Provided information>
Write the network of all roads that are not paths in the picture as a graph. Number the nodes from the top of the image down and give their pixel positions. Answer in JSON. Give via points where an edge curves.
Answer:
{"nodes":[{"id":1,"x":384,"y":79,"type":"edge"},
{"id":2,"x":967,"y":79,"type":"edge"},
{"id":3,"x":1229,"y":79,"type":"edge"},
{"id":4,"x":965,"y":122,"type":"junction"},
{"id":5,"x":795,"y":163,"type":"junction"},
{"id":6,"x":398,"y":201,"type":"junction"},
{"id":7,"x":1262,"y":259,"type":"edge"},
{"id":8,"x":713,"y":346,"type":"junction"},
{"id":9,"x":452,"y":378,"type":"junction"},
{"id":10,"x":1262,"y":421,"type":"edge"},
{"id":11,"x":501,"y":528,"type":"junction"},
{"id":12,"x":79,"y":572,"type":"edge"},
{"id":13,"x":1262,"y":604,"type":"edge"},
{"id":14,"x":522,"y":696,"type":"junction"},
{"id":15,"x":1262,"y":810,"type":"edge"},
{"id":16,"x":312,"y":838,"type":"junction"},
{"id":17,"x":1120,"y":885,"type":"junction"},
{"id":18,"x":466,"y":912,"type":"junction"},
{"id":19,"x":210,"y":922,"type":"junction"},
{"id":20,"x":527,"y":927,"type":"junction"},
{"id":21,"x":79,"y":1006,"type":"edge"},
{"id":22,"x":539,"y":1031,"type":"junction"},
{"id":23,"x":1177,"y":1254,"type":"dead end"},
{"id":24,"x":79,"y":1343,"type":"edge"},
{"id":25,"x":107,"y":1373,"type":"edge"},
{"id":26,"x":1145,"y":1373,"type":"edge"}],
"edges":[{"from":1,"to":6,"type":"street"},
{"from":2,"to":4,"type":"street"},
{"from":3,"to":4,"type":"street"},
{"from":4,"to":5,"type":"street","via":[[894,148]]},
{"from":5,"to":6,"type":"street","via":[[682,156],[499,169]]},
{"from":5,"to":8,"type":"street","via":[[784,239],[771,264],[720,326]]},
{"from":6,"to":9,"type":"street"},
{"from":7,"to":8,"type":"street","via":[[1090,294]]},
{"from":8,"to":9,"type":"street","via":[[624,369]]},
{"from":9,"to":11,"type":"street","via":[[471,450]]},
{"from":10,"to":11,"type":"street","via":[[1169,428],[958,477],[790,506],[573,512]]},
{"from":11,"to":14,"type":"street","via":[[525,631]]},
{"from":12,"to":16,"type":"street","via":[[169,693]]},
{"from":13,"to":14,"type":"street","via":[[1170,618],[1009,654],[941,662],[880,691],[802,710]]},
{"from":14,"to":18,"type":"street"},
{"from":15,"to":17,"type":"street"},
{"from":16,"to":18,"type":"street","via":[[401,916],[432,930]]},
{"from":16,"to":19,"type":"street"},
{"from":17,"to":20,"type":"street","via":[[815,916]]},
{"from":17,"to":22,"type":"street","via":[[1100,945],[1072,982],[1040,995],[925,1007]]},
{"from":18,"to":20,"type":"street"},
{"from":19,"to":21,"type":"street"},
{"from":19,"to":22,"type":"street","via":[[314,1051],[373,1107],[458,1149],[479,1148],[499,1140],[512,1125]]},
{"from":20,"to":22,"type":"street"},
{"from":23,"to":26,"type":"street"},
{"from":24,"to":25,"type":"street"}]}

What you should do> Your job is to retype all of the material exactly.

Solution for this task>
Write the network of all roads that are not paths in the picture as a graph. Number the nodes from the top of the image down and give their pixel positions. Answer in JSON. Give via points where an edge curves.
Answer:
{"nodes":[{"id":1,"x":384,"y":79,"type":"edge"},
{"id":2,"x":967,"y":79,"type":"edge"},
{"id":3,"x":1229,"y":79,"type":"edge"},
{"id":4,"x":965,"y":122,"type":"junction"},
{"id":5,"x":795,"y":163,"type":"junction"},
{"id":6,"x":398,"y":201,"type":"junction"},
{"id":7,"x":1262,"y":259,"type":"edge"},
{"id":8,"x":713,"y":346,"type":"junction"},
{"id":9,"x":452,"y":378,"type":"junction"},
{"id":10,"x":1262,"y":421,"type":"edge"},
{"id":11,"x":501,"y":528,"type":"junction"},
{"id":12,"x":79,"y":572,"type":"edge"},
{"id":13,"x":1262,"y":604,"type":"edge"},
{"id":14,"x":522,"y":696,"type":"junction"},
{"id":15,"x":1262,"y":810,"type":"edge"},
{"id":16,"x":312,"y":838,"type":"junction"},
{"id":17,"x":1120,"y":885,"type":"junction"},
{"id":18,"x":466,"y":912,"type":"junction"},
{"id":19,"x":210,"y":922,"type":"junction"},
{"id":20,"x":527,"y":927,"type":"junction"},
{"id":21,"x":79,"y":1006,"type":"edge"},
{"id":22,"x":539,"y":1031,"type":"junction"},
{"id":23,"x":1177,"y":1254,"type":"dead end"},
{"id":24,"x":79,"y":1343,"type":"edge"},
{"id":25,"x":107,"y":1373,"type":"edge"},
{"id":26,"x":1145,"y":1373,"type":"edge"}],
"edges":[{"from":1,"to":6,"type":"street"},
{"from":2,"to":4,"type":"street"},
{"from":3,"to":4,"type":"street"},
{"from":4,"to":5,"type":"street","via":[[894,148]]},
{"from":5,"to":6,"type":"street","via":[[682,156],[499,169]]},
{"from":5,"to":8,"type":"street","via":[[784,239],[771,264],[720,326]]},
{"from":6,"to":9,"type":"street"},
{"from":7,"to":8,"type":"street","via":[[1090,294]]},
{"from":8,"to":9,"type":"street","via":[[624,369]]},
{"from":9,"to":11,"type":"street","via":[[471,450]]},
{"from":10,"to":11,"type":"street","via":[[1169,428],[958,477],[790,506],[573,512]]},
{"from":11,"to":14,"type":"street","via":[[525,631]]},
{"from":12,"to":16,"type":"street","via":[[169,693]]},
{"from":13,"to":14,"type":"street","via":[[1170,618],[1009,654],[941,662],[880,691],[802,710]]},
{"from":14,"to":18,"type":"street"},
{"from":15,"to":17,"type":"street"},
{"from":16,"to":18,"type":"street","via":[[401,916],[432,930]]},
{"from":16,"to":19,"type":"street"},
{"from":17,"to":20,"type":"street","via":[[815,916]]},
{"from":17,"to":22,"type":"street","via":[[1100,945],[1072,982],[1040,995],[925,1007]]},
{"from":18,"to":20,"type":"street"},
{"from":19,"to":21,"type":"street"},
{"from":19,"to":22,"type":"street","via":[[314,1051],[373,1107],[458,1149],[479,1148],[499,1140],[512,1125]]},
{"from":20,"to":22,"type":"street"},
{"from":23,"to":26,"type":"street"},
{"from":24,"to":25,"type":"street"}]}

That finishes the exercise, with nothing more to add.